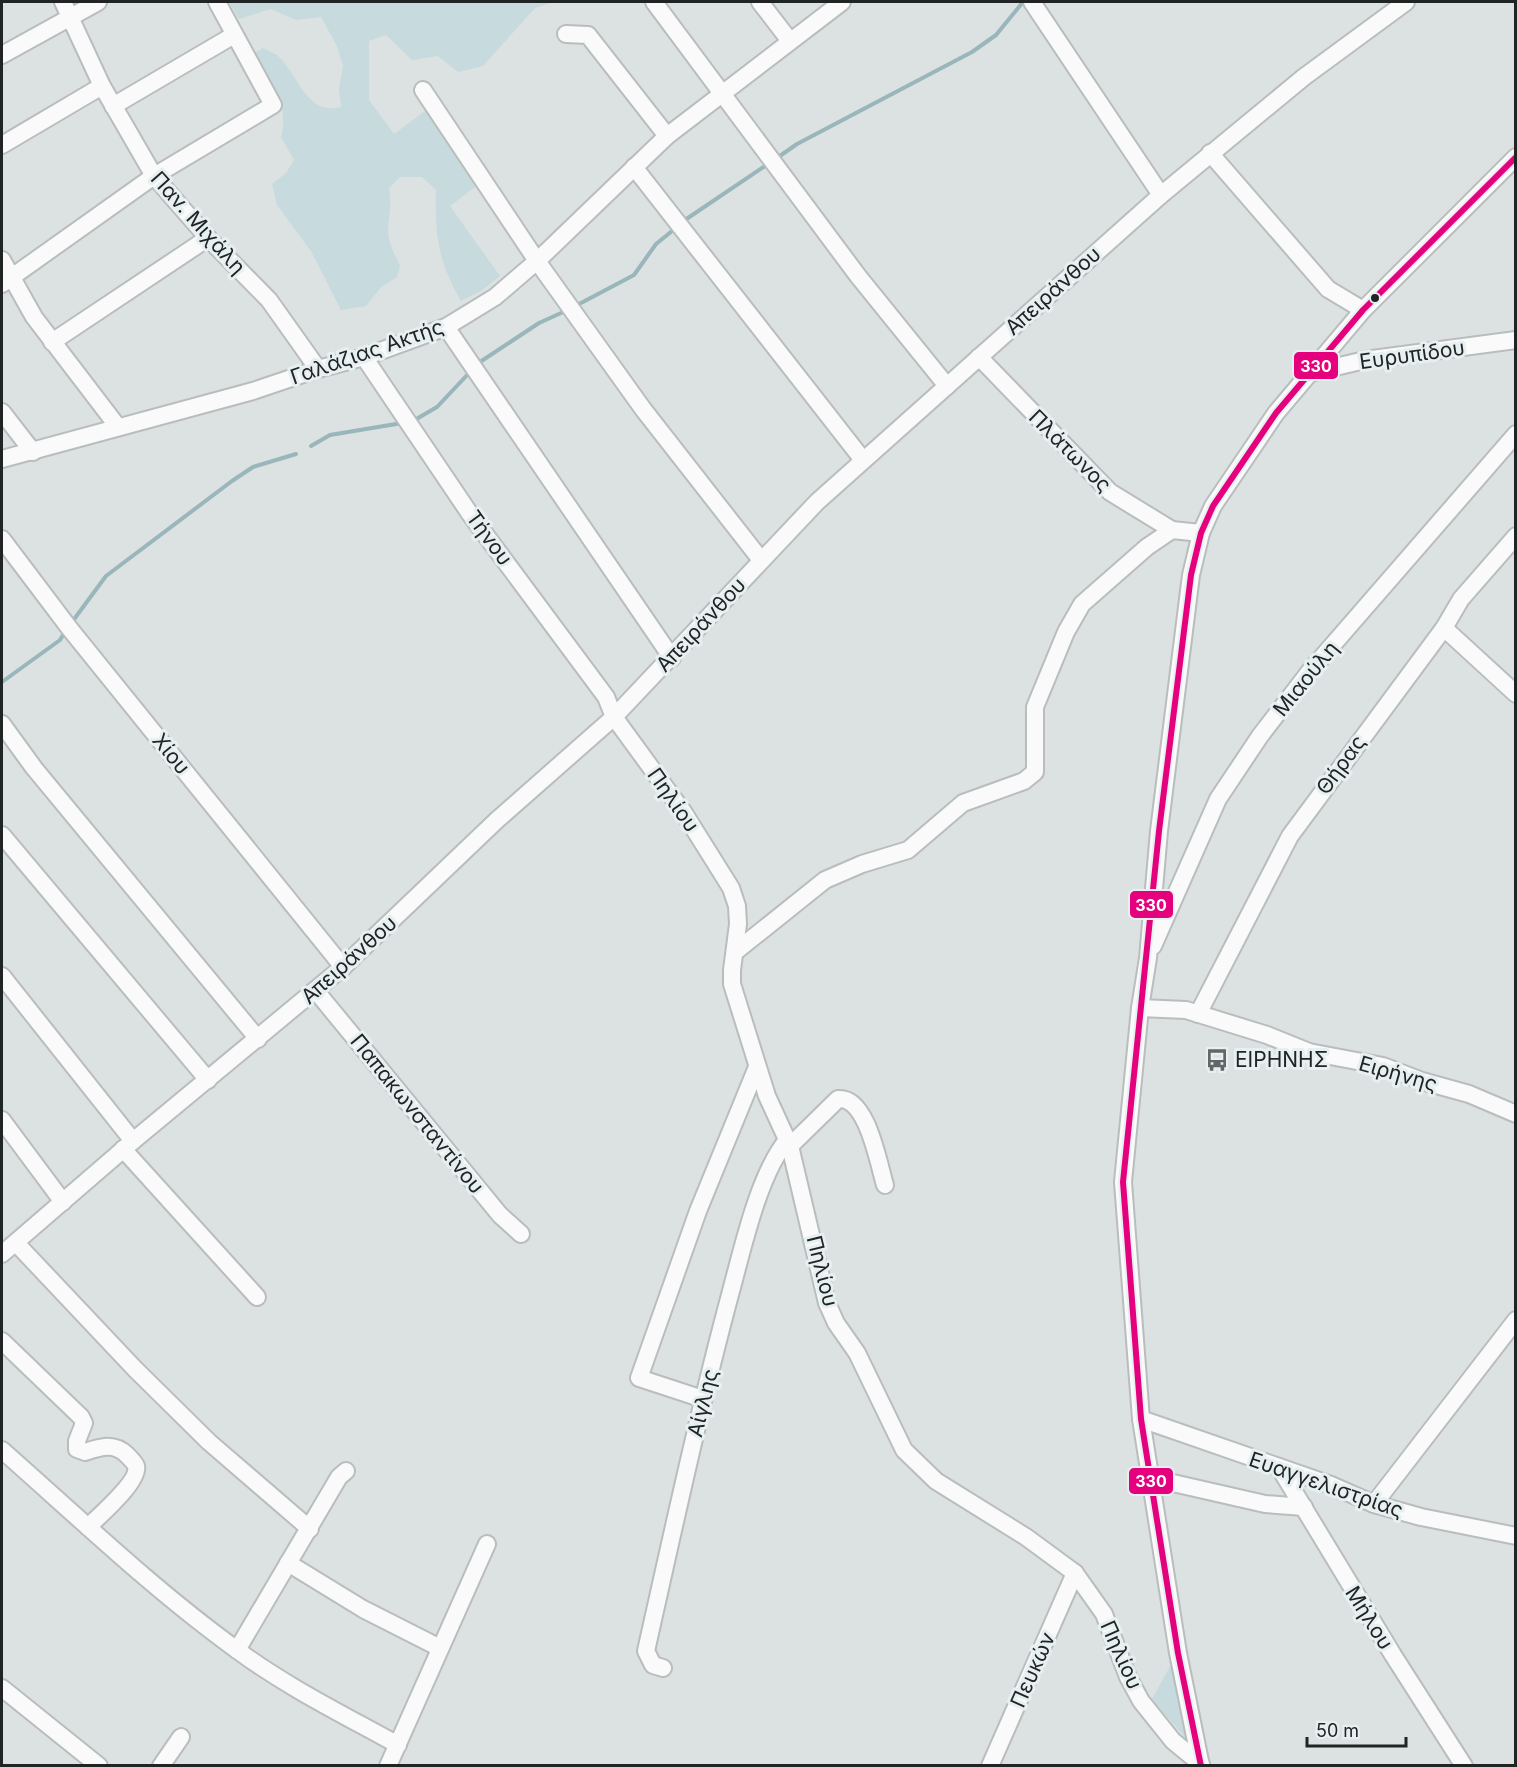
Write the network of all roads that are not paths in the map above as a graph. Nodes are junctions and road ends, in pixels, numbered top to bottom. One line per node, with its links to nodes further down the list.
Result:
1 (98, 2): 8 (street)
2 (217, 2): 10 (street)
3 (654, 2): 15 (street)
4 (760, 2): 11 (street)
5 (842, 2): 11 (street, Γαλάζιας Ακτής)
6 (1032, 2): 23 (street)
7 (1406, 2): 19 (street, Απειράνθου)
8 (66, 9): 12 (street); 13 (street, Παν. Μιχάλη)
9 (566, 34): 17 (street)
10 (234, 35): 16 (street); 22 (street)
11 (790, 41): 15 (street, Γαλάζιας Ακτής)
12 (2, 55)
13 (102, 86): 16 (street, Παν. Μιχάλη); 18 (street)
14 (423, 90): 26 (street)
15 (723, 91): 17 (street, Γαλάζιας Ακτής); 36 (street)
16 (113, 106): 22 (street, Παν. Μιχάλη)
17 (667, 136): 21 (street, Γαλάζιας Ακτής)
18 (2, 146)
19 (1210, 153): 23 (street, Απειράνθου); 28 (street)
20 (1515, 157): 28 (street)
21 (634, 167): 26 (street, Γαλάζιας Ακτής); 42 (street)
22 (154, 176): 24 (street, Παν. Μιχάλη); 27 (street)
23 (1161, 195): 33 (street, Απειράνθου)
24 (208, 238): 31 (street); 34 (street, Παν. Μιχάλη)
25 (2, 260): 27 (street)
26 (537, 261): 29 (street, Γαλάζιας Ακτής); 47 (street)
27 (6, 280): 31 (street)
28 (1363, 310): 35 (street)
29 (446, 327): 32 (street, Γαλάζιας Ακτής); 49 (street)
30 (1515, 340): 35 (street, Ευρυπίδου)
31 (52, 342): 38 (street)
32 (364, 357): 34 (street, Γαλάζιας Ακτής); 51 (street, Τήνου)
33 (979, 357): 36 (street, Απειράνθου); 43 (street, Πλάτωνος)
34 (318, 369): 38 (street, Γαλάζιας Ακτής)
35 (1310, 373): 44 (street)
36 (947, 386): 42 (street, Απειράνθου)
37 (2, 412): 40 (street)
38 (118, 427): 40 (street, Γαλάζιας Ακτής)
39 (1515, 434): 55 (street, Μιαούλη)
40 (33, 452): 41 (street, Γαλάζιας Ακτής)
41 (2, 459)
42 (863, 460): 47 (street, Απειράνθου)
43 (1172, 530): 44 (street); 54 (street)
44 (1201, 533): 55 (street)
45 (1515, 536): 48 (street, Θήρας)
46 (2, 539): 56 (street, Χίου)
47 (761, 560): 49 (street, Απειράνθου)
48 (1444, 628): 50 (street); 61 (street, Θήρας)
49 (672, 658): 51 (street, Απειράνθου)
50 (1515, 694)
51 (614, 717): 54 (street, Πηλίου); 56 (street, Απειράνθου)
52 (2, 724): 62 (street)
53 (2, 835): 64 (street)
54 (735, 952): 63 (street, Πηλίου)
55 (1148, 958): 60 (street)
56 (343, 967): 58 (street, Απειράνθου)
57 (2, 976): 59 (street)
58 (316, 991): 62 (street, Απειράνθου); 71 (street, Παπακωνσταντίνου)
59 (7, 995): 68 (street)
60 (1140, 1008): 61 (street, Ειρήνης); 78 (street)
61 (1198, 1014): 65 (street, Ειρήνης)
62 (258, 1039): 64 (street, Απειράνθου)
63 (757, 1067): 67 (street, Πηλίου); 77 (street)
64 (208, 1080): 68 (street, Απειράνθου)
65 (1515, 1114)
66 (2, 1120): 70 (street)
67 (789, 1142): 69 (street, Αίγλης); 77 (street, Αίγλης); 90 (street, Πηλίου)
68 (128, 1145): 70 (street, Απειράνθου); 74 (street)
69 (885, 1185)
70 (63, 1202): 72 (street, Απειράνθου)
71 (521, 1233)
72 (16, 1243): 73 (street, Απειράνθου); 86 (street)
73 (2, 1254)
74 (257, 1297)
75 (1515, 1320): 83 (street)
76 (2, 1341): 85 (street)
77 (703, 1399): 93 (street, Αίγλης)
78 (1141, 1419): 80 (street, Ευαγγελιστρίας); 82 (street)
79 (2, 1450): 85 (street)
80 (1279, 1467): 83 (street, Ευαγγελιστρίας); 84 (street, Μήλου)
81 (346, 1471): 86 (street)
82 (1151, 1478): 84 (street); 97 (street)
83 (1374, 1504): 87 (street, Ευαγγελιστρίας)
84 (1304, 1507): 102 (street, Μήλου)
85 (88, 1527): 92 (street)
86 (310, 1529): 89 (street)
87 (1515, 1536)
88 (487, 1544): 91 (street)
89 (288, 1563): 91 (street); 92 (street)
90 (1075, 1574): 97 (street, Πηλίου); 101 (street, Πευκών)
91 (440, 1648): 96 (street)
92 (237, 1650): 96 (street)
93 (663, 1668)
94 (2, 1688): 98 (street)
95 (181, 1737): 99 (street)
96 (398, 1745): 100 (street)
97 (1201, 1765)
98 (99, 1766)
99 (161, 1766)
100 (388, 1766)
101 (990, 1766)
102 (1464, 1766)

**YOUR ASSIGNMENT**
Show me every line of the entries above that holds "Αίγλης".

**OUTPUT OF THE EXERCISE**
67 (789, 1142): 69 (street, Αίγλης); 77 (street, Αίγλης); 90 (street, Πηλίου)
77 (703, 1399): 93 (street, Αίγλης)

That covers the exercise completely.